Stuart Hamblen & Mulholland Farm
On the surface, it would seem that the new Master of Mulholland Farm, Stuart Hamblen, was the polar opposite of Errol Flynn. Hamblen was a gospel singer and radio star who had written the Billboard Song of the Year of 1954, This Ole House, as well as an earlier hit inspired by a conversation with John Wayne, It Is No Secret (What God Can Do). Stuart Hamblen had run for President of the United States on the Prohibition Party ticket in 1952 and came in fourth in national balloting. Yes, Errol Flynn and Stuart Hamblen were very different, but they shared similarities too. Both were tall, rugged, untamed individualists who loved Mulholland Farm.
Attractive, outgoing, no-nonsense Suzy Hamblen was the one who first spotted and fell in love with Mulholland Farm, and it was up to Suzy to convince hard-headed Stuart to move there, which proved to be no easy task.
In the end, Stuart and Suzy Hamblen spent a generation at Mulholland and hosted events there that would become cherished traditions. Friends like Roy Rogers, Johnny Cash, John Wayne, and Ronald Reagan dropped by for visits, and on many occasions the doors were thrown open to large groups of local, national, and international visitors. Hamblen also produced his weekly syndicated radio show, Cowboy Church of the Air, at the house.

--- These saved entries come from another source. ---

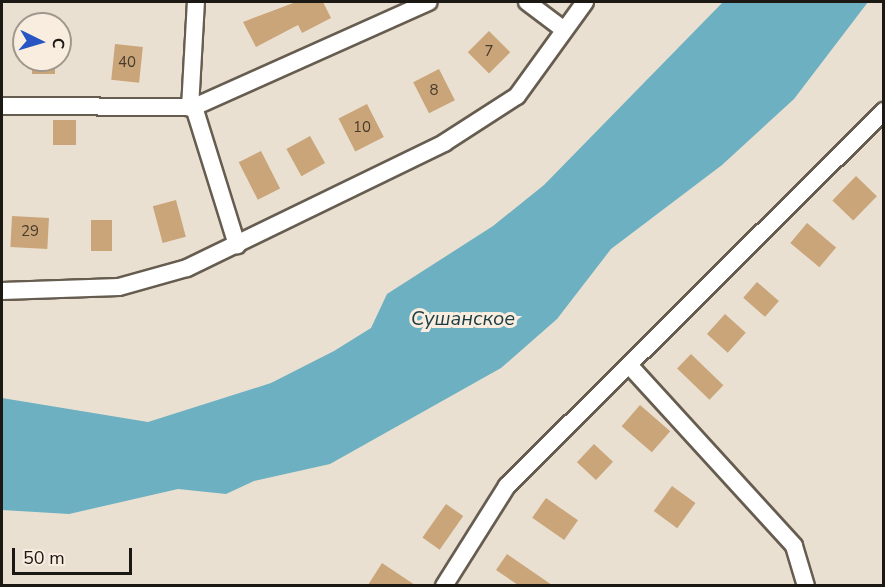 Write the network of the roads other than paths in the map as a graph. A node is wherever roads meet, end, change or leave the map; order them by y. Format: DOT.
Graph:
graph roads {
  1 [pos="196,2"];
  2 [pos="429,2"];
  3 [pos="527,2"];
  4 [pos="585,2"];
  5 [pos="563,29"];
  6 [pos="2,106"];
  7 [pos="192,108"];
  8 [pos="884,111"];
  9 [pos="237,245"];
  10 [pos="2,291"];
  11 [pos="629,364"];
  12 [pos="444,585"];
  13 [pos="806,585"];
  1 -- 7 [label="street"];
  2 -- 7 [label="street"];
  3 -- 5 [label="street"];
  4 -- 5 [label="street"];
  5 -- 9 [label="street"];
  6 -- 7 [label="street"];
  7 -- 9 [label="street"];
  8 -- 11 [label="street"];
  9 -- 10 [label="street"];
  11 -- 12 [label="street"];
  11 -- 13 [label="street"];
}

It would seem logical that the Evangelical Christian Hamblen family would have no use for the hijinx of Errol Flynn, but the Hamblens delighted in the quirky house that the ex-owner had designed, a home they referred to as "the castle." Seven members of the Hamblen family, including matriarch Suzy Hamblen, age 100, daughter Lisa Hamblen Jaserie, and actor and Hamblen family member Harve Presnell, contributed exclusive interviews for Errol Flynn Slept Here regarding the family's long and happy run at Mulholland Farm that ended when the Hamblens sold the property to singer/actor Rick Nelson in 1980.